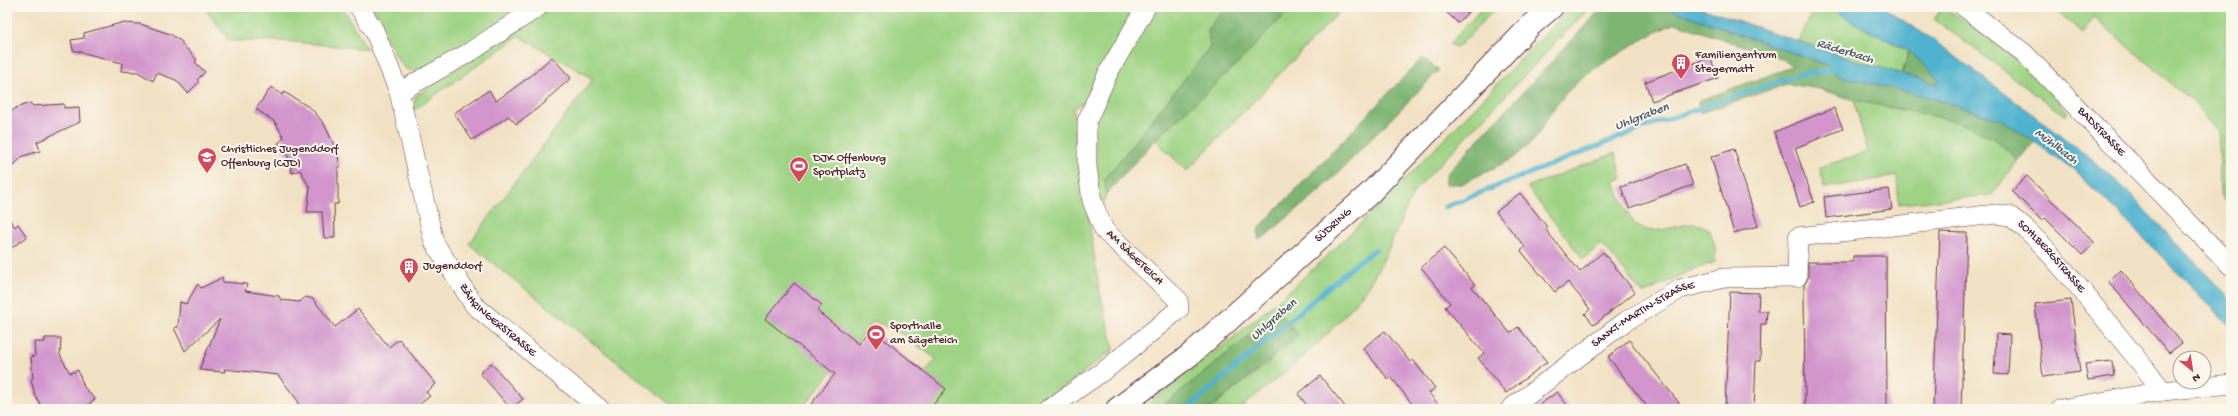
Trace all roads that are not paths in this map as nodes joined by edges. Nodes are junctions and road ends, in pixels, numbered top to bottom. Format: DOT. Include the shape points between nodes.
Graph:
graph roads {
  1 [pos="360,7"];
  2 [pos="538,7"];
  3 [pos="1146,7"];
  4 [pos="1546,7"];
  5 [pos="1552,7"];
  6 [pos="1964,7"];
  7 [pos="1532,24"];
  8 [pos="399,92"];
  9 [pos="2231,266"];
  10 [pos="1797,277"];
  11 [pos="2231,384"];
  12 [pos="2163,391"];
  13 [pos="600,409"];
  14 [pos="1049,409"];
  15 [pos="1117,409"];
  16 [pos="1510,409"];
  17 [pos="2062,409"];
  1 -- 8 [label="street, ZÄHRINGERSTRASSE" via="374,30"];
  2 -- 8 [label="street" via="470,52"];
  3 -- 14 [label="street, AM SÄGETEICH" via="1108,73 1087,121 1087,166 1092,201 1104,230 1178,300 1179,309 1109,367"];
  4 -- 7 [label="street, SÜDRING"];
  5 -- 7 [label="street, SÜDRING"];
  6 -- 9 [label="street, BADSTRASSE" via="2024,53"];
  7 -- 15 [label="street, SÜDRING" via="1371,192 1190,355"];
  8 -- 13 [label="street, ZÄHRINGERSTRASSE" via="434,242 474,305"];
  10 -- 12 [label="street, SOHLBERGSTRASSE" via="1798,237 1996,214 2010,216 2044,247"];
  10 -- 16 [label="street, SANKT-MARTIN-STRASSE" via="1724,278 1680,290 1626,321"];
  11 -- 12 [label="street"];
  12 -- 17 [label="street"];
}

━━━

§ PROBLEM DESCRIPTION
Write out each record exactly as shown, but not its pictures.

§ EXERCISE RESULT
Trace all roads that are not paths in this map as nodes joined by edges. Nodes are junctions and road ends, in pixels, numbered top to bottom. Format: DOT. Include the shape points between nodes.
Graph:
graph roads {
  1 [pos="360,7"];
  2 [pos="538,7"];
  3 [pos="1146,7"];
  4 [pos="1546,7"];
  5 [pos="1552,7"];
  6 [pos="1964,7"];
  7 [pos="1532,24"];
  8 [pos="399,92"];
  9 [pos="2231,266"];
  10 [pos="1797,277"];
  11 [pos="2231,384"];
  12 [pos="2163,391"];
  13 [pos="600,409"];
  14 [pos="1049,409"];
  15 [pos="1117,409"];
  16 [pos="1510,409"];
  17 [pos="2062,409"];
  1 -- 8 [label="street, ZÄHRINGERSTRASSE" via="374,30"];
  2 -- 8 [label="street" via="470,52"];
  3 -- 14 [label="street, AM SÄGETEICH" via="1108,73 1087,121 1087,166 1092,201 1104,230 1178,300 1179,309 1109,367"];
  4 -- 7 [label="street, SÜDRING"];
  5 -- 7 [label="street, SÜDRING"];
  6 -- 9 [label="street, BADSTRASSE" via="2024,53"];
  7 -- 15 [label="street, SÜDRING" via="1371,192 1190,355"];
  8 -- 13 [label="street, ZÄHRINGERSTRASSE" via="434,242 474,305"];
  10 -- 12 [label="street, SOHLBERGSTRASSE" via="1798,237 1996,214 2010,216 2044,247"];
  10 -- 16 [label="street, SANKT-MARTIN-STRASSE" via="1724,278 1680,290 1626,321"];
  11 -- 12 [label="street"];
  12 -- 17 [label="street"];
}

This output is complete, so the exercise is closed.